In 1995, Lely Constantinople was hired by Perkins to manage his extensive photographic collection spanning a twenty-five year career with the Post. While looking through negatives in his basement, she found the punk images and recognized MacKaye, her then boyfriend (now husband). She asked to make contact sheets to show him, thinking he might recognize himself and others, and was surprised by how excited MacKaye was to see the images. "Those pictures were the holy grail! Not that many people brought cameras to shows then so I always wondered who he was and what happened to the pictures he took. He was at some of the best shows."

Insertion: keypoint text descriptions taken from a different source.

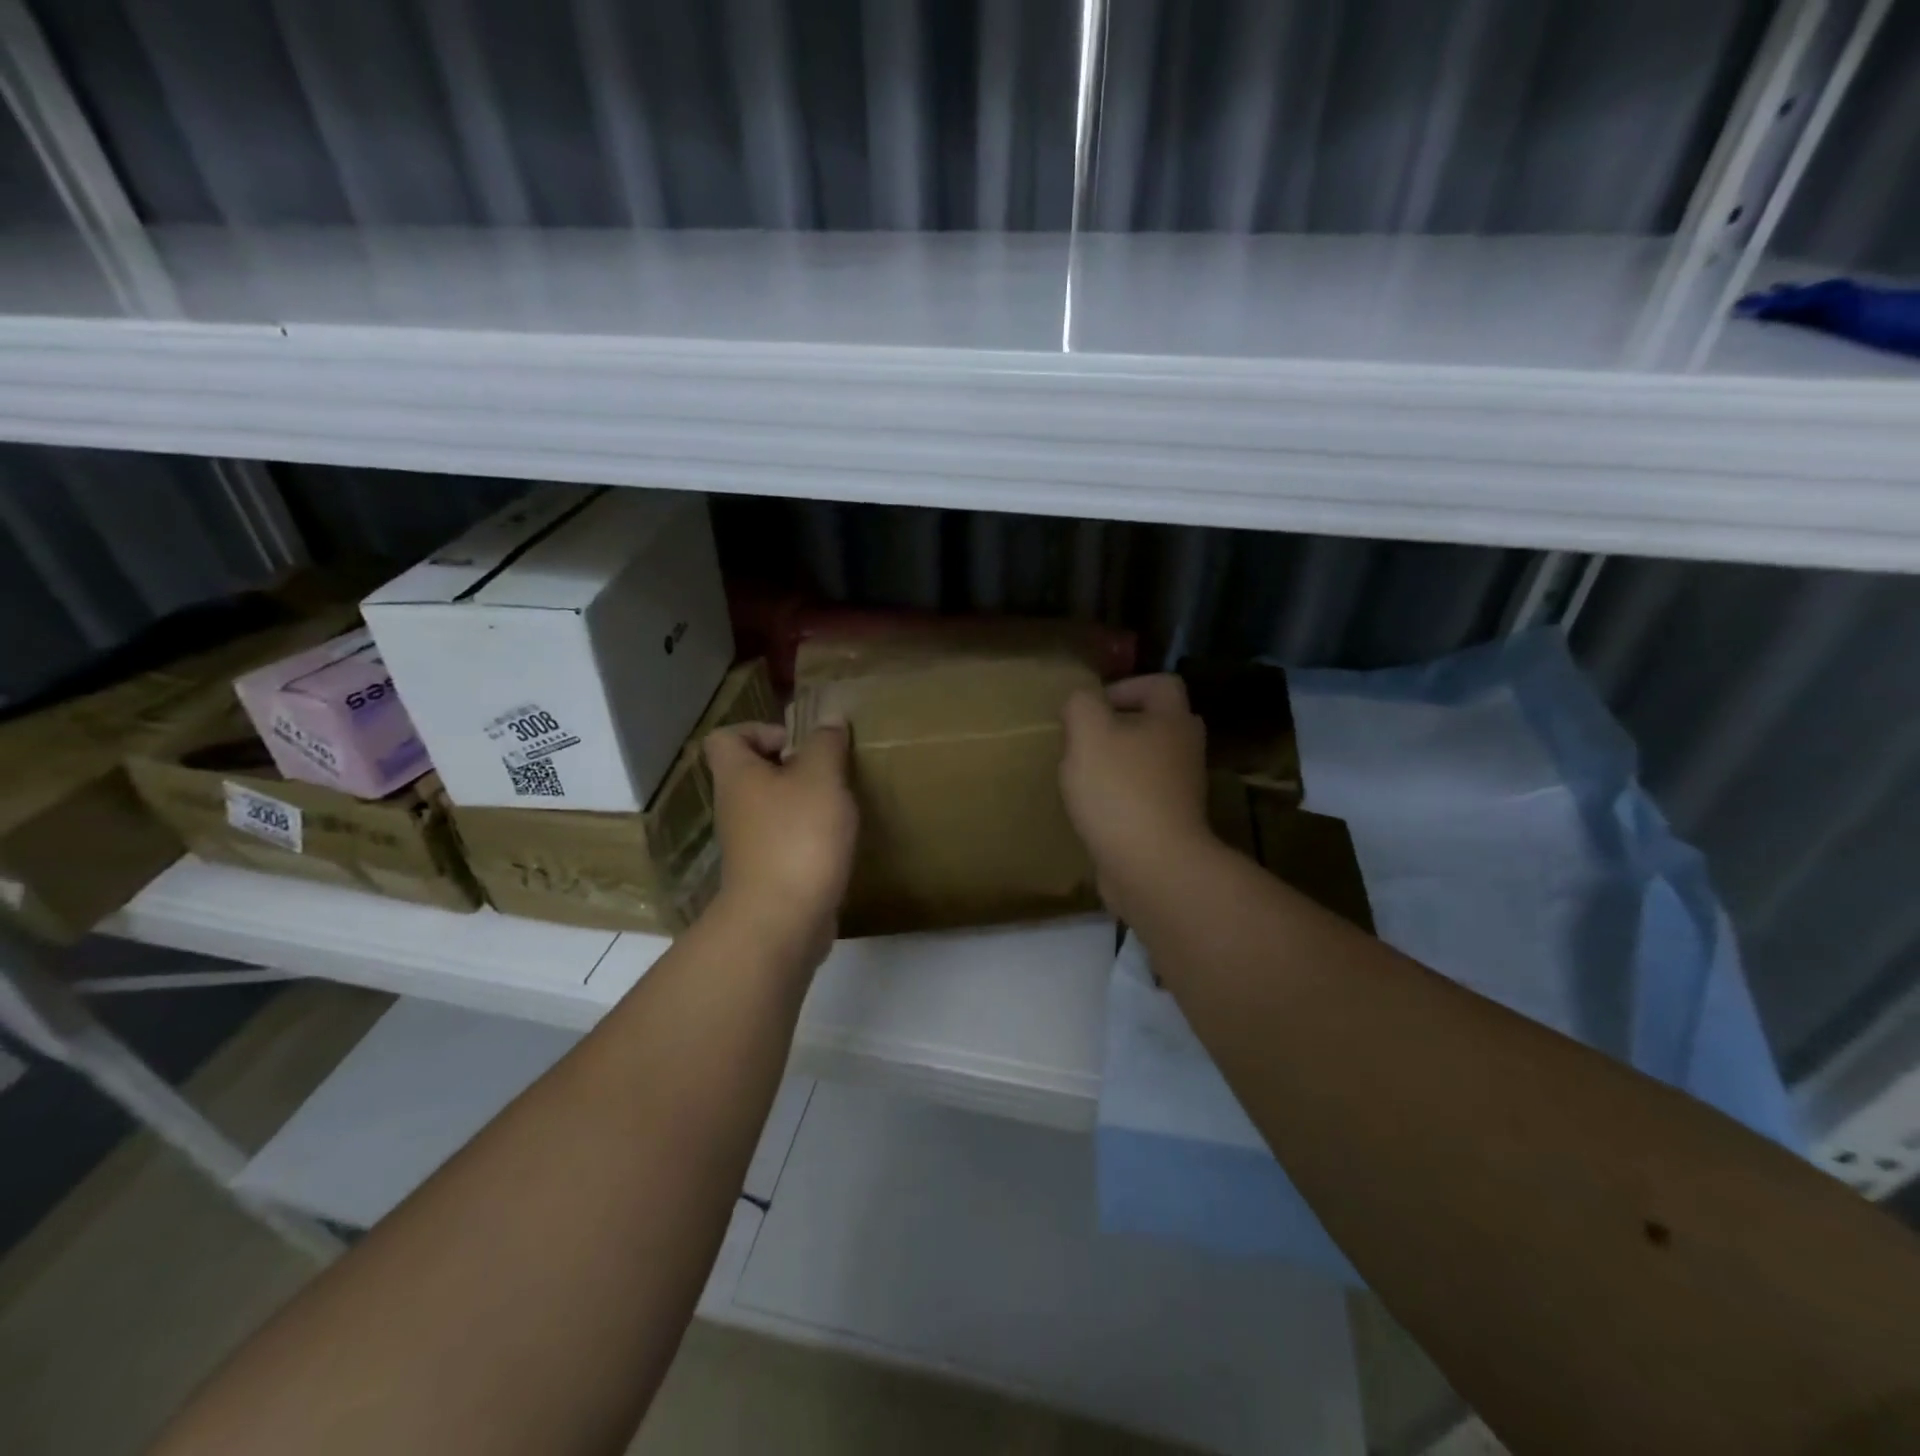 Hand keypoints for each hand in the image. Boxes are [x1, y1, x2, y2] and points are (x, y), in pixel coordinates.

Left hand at [704, 721, 857, 964]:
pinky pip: (785, 840)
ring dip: (803, 802)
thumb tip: (830, 718)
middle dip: (792, 767)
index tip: (798, 743)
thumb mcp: (821, 778)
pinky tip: (836, 842)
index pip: (726, 737)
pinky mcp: (767, 874)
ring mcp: (748, 844)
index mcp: (738, 776)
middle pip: (753, 772)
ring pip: (772, 808)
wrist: (781, 920)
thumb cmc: (798, 837)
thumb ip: (826, 744)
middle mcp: (734, 807)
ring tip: (838, 805)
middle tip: (828, 772)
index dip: (760, 730)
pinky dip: (807, 836)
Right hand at [1060, 675, 1211, 923]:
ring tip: (1084, 776)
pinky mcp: (1170, 823)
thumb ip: (1081, 705)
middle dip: (1121, 726)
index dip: (1126, 686)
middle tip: (1087, 740)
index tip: (1092, 708)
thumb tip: (1081, 702)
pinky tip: (1094, 810)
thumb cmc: (1120, 790)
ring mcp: (1181, 790)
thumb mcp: (1088, 734)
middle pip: (1157, 723)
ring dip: (1118, 764)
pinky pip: (1144, 797)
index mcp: (1172, 721)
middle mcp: (1185, 751)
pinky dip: (1121, 797)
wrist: (1153, 867)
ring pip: (1149, 762)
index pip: (1161, 684) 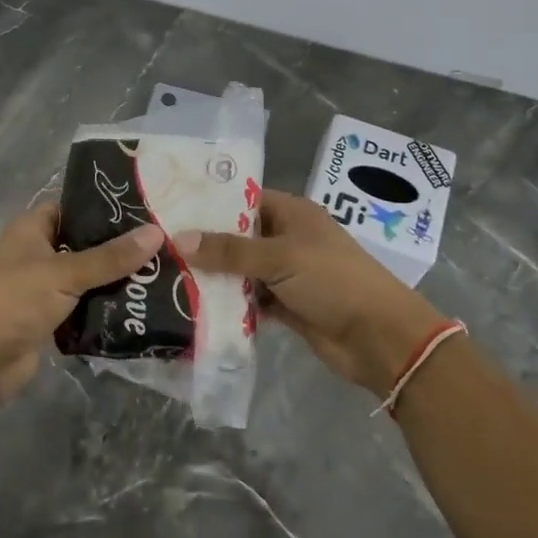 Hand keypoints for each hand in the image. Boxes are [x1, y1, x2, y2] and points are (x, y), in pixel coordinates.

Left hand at [0, 205, 163, 414]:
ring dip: (116, 282)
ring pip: (87, 280)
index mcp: (32, 230)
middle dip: (118, 249)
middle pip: (84, 246)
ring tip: (162, 275)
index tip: (146, 210)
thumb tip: (157, 233)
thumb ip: (111, 257)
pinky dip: (106, 310)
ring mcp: (42, 290)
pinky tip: (140, 308)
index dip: (105, 209)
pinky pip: (84, 309)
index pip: (73, 209)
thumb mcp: (65, 272)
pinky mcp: (50, 321)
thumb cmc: (15, 300)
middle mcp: (37, 254)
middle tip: (164, 245)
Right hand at [178, 190, 444, 396]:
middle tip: (159, 248)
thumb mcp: (280, 257)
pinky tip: (196, 308)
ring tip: (168, 278)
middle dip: (206, 245)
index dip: (211, 204)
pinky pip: (251, 301)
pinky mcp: (287, 306)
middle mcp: (288, 239)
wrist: (378, 337)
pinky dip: (230, 306)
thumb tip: (178, 239)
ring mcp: (288, 274)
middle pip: (239, 237)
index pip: (244, 199)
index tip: (170, 210)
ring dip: (215, 278)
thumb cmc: (332, 280)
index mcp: (293, 214)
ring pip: (242, 271)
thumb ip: (229, 250) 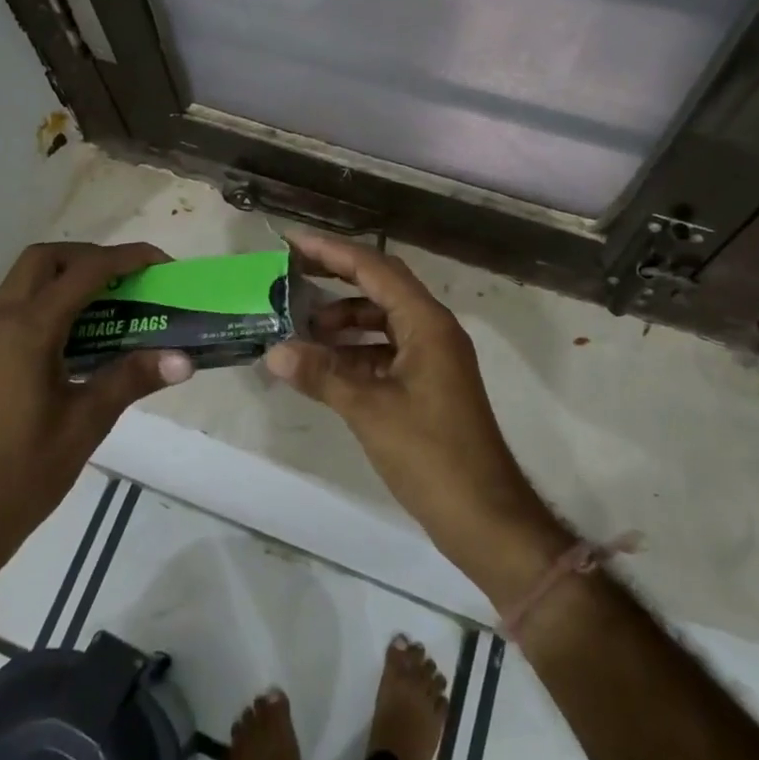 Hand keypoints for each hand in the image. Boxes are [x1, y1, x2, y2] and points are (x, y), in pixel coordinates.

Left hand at [0, 241, 193, 571]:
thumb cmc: (24, 472)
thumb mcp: (87, 422)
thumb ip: (133, 378)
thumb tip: (184, 359)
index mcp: (28, 331)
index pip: (84, 272)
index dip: (126, 259)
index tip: (161, 263)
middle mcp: (1, 322)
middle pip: (45, 259)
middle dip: (90, 258)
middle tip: (127, 281)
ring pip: (26, 280)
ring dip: (68, 277)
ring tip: (110, 305)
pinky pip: (18, 307)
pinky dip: (52, 301)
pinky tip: (80, 338)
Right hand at [264, 230, 558, 571]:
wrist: (484, 516)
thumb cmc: (432, 455)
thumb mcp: (370, 411)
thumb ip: (322, 375)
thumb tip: (273, 351)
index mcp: (427, 323)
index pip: (375, 269)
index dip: (332, 253)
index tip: (293, 243)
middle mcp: (433, 329)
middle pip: (381, 287)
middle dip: (337, 278)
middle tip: (292, 274)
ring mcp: (433, 357)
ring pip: (383, 320)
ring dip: (345, 319)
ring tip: (301, 328)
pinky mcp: (429, 384)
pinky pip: (387, 350)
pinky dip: (356, 351)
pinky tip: (325, 365) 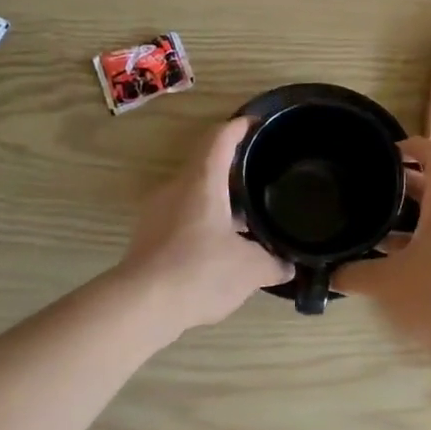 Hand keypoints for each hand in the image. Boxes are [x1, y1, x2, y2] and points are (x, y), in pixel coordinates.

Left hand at [118, 117, 289, 331]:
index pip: (219, 139)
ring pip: (193, 195)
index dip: (239, 127)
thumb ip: (273, 262)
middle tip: (261, 177)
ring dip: (219, 201)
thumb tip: (288, 264)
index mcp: (202, 182)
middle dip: (233, 170)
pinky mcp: (147, 238)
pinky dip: (204, 224)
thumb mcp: (250, 269)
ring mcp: (157, 213)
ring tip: (246, 219)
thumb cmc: (200, 272)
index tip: (255, 123)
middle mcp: (176, 189)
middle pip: (205, 165)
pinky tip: (221, 248)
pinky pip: (181, 219)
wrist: (141, 306)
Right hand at [335, 137, 430, 346]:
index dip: (415, 145)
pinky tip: (393, 269)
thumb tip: (329, 274)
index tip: (389, 153)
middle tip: (369, 191)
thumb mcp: (386, 283)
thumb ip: (354, 274)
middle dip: (402, 186)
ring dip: (407, 222)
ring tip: (373, 233)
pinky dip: (417, 247) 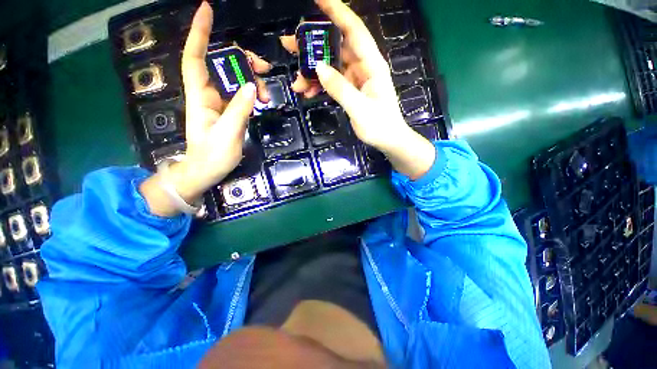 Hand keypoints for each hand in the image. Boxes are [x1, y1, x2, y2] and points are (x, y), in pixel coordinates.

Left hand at [140, 1, 271, 216]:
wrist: (206, 171)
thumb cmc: (212, 156)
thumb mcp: (228, 134)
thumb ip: (239, 110)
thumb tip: (251, 87)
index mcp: (200, 97)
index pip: (195, 58)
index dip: (199, 33)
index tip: (207, 9)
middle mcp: (207, 94)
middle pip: (222, 65)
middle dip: (242, 61)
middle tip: (265, 69)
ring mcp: (218, 102)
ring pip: (234, 79)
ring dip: (252, 81)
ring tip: (267, 96)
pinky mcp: (228, 111)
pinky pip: (240, 94)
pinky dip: (252, 94)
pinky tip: (262, 101)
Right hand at [281, 0, 435, 178]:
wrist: (388, 140)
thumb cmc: (380, 126)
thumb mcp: (360, 109)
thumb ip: (340, 88)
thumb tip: (319, 67)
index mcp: (372, 65)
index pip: (354, 30)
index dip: (337, 11)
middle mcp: (364, 67)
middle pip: (336, 47)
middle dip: (313, 45)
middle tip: (289, 45)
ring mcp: (357, 79)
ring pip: (331, 67)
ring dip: (313, 73)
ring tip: (296, 83)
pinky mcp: (351, 90)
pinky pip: (333, 82)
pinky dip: (320, 86)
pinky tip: (308, 93) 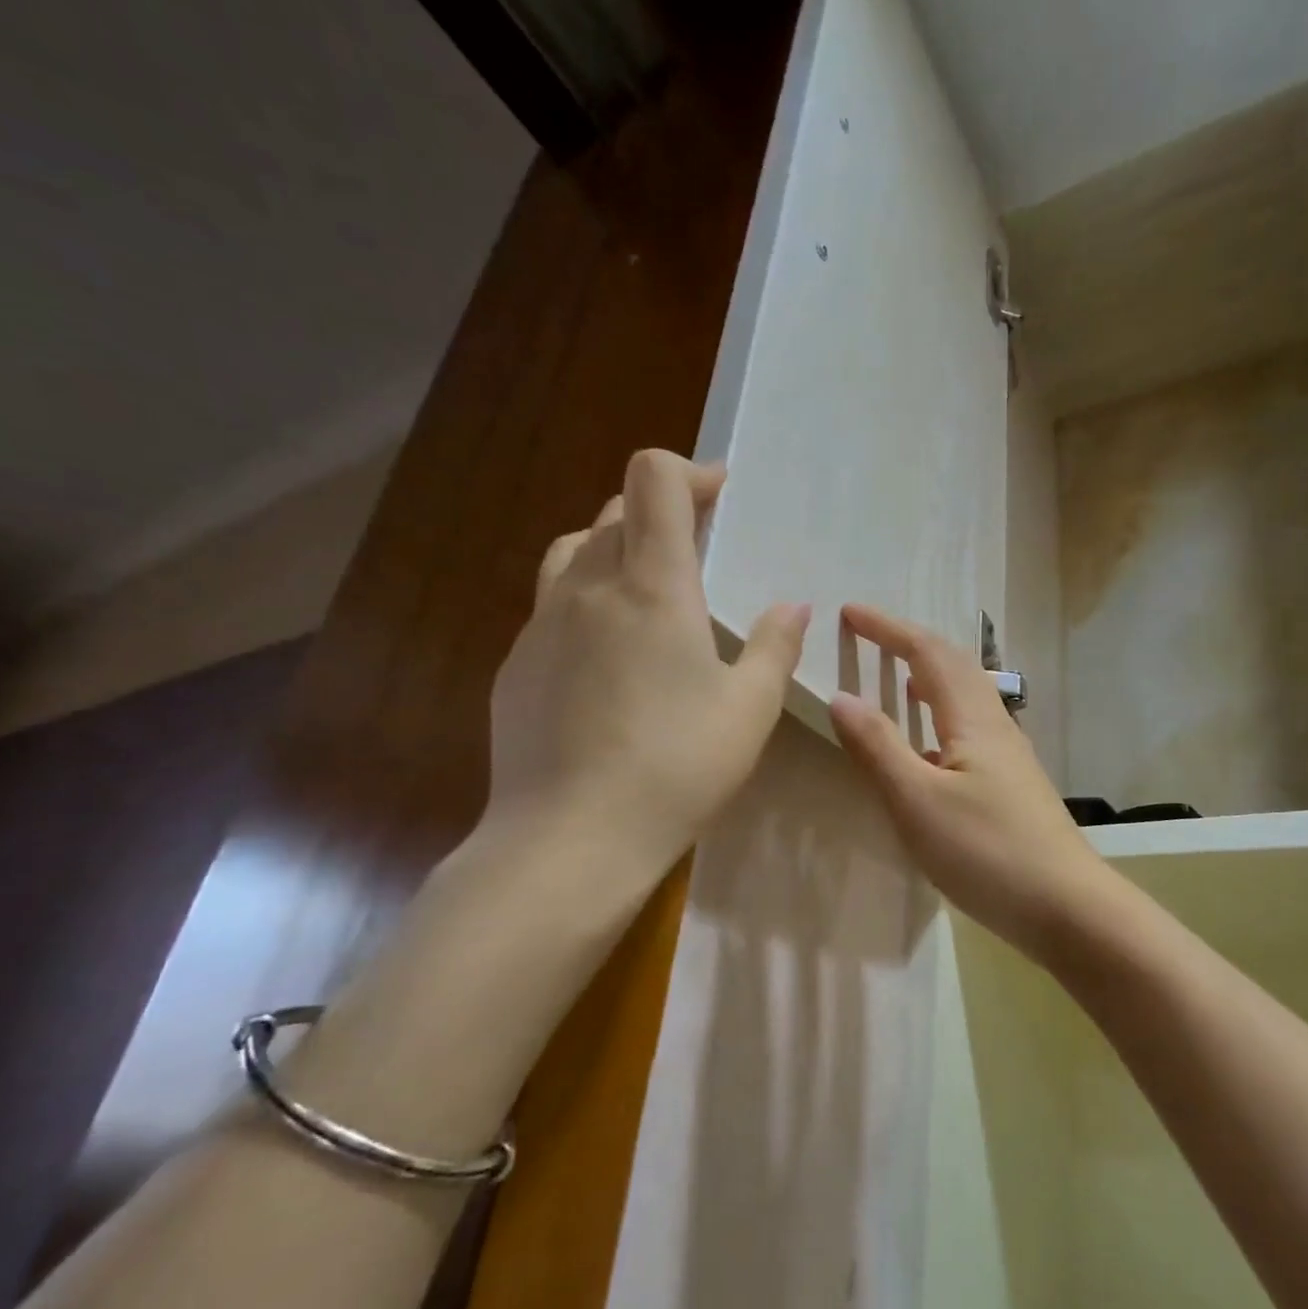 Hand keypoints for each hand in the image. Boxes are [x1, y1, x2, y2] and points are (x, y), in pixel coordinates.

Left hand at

MacKaye's text offers an intimate exploration of the moment from two perspectives: that of a fourteen-year-old experiencing music on his own terms for the first time, and a look again at a movement that fueled an underground generation musically and philosophically. His examination is not a nostalgic review of glory days gone, as much as a present conversation about the continuation of a way of thinking that still endures. Hard Art, DC 1979 is an intimate snapshot of "the time before the time" that punk rock found firm footing in the US. These images capture the cathartic, infectious energy present in any group of people who seek to change their communities through music and art.